Collected data entries
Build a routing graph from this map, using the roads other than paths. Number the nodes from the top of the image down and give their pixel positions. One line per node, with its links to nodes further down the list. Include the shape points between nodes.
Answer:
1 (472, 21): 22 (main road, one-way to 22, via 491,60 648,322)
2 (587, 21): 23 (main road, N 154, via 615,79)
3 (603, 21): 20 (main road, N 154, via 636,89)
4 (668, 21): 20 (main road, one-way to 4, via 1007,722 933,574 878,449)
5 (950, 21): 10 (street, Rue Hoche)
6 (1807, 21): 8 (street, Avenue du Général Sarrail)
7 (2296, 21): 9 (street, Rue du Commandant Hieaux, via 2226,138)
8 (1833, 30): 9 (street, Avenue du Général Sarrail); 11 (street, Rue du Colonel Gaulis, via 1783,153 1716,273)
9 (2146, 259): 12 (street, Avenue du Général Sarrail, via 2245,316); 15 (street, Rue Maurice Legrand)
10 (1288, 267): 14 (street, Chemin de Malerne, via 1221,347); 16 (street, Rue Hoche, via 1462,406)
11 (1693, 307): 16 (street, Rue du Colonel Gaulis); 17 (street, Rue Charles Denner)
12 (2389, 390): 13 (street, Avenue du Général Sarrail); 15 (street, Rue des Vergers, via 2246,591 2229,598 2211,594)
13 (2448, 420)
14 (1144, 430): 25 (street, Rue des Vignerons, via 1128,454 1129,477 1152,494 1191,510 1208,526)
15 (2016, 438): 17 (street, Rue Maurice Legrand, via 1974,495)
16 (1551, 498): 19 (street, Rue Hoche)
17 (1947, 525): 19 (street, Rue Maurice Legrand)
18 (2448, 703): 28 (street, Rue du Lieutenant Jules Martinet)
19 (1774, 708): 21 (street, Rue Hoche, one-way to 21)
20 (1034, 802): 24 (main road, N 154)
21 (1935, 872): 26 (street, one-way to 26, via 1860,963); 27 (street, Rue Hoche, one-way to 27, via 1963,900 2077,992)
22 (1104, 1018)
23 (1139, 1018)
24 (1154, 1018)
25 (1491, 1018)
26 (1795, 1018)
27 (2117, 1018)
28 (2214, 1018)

What is being asked
For the word "Général", find every line in the data that holds it and copy that line.

Result of this exercise
6 (1807, 21): 8 (street, Avenue du Général Sarrail)
8 (1833, 30): 9 (street, Avenue du Général Sarrail); 11 (street, Rue du Colonel Gaulis, via 1783,153 1716,273)
9 (2146, 259): 12 (street, Avenue du Général Sarrail, via 2245,316); 15 (street, Rue Maurice Legrand)
12 (2389, 390): 13 (street, Avenue du Général Sarrail); 15 (street, Rue des Vergers, via 2246,591 2229,598 2211,594)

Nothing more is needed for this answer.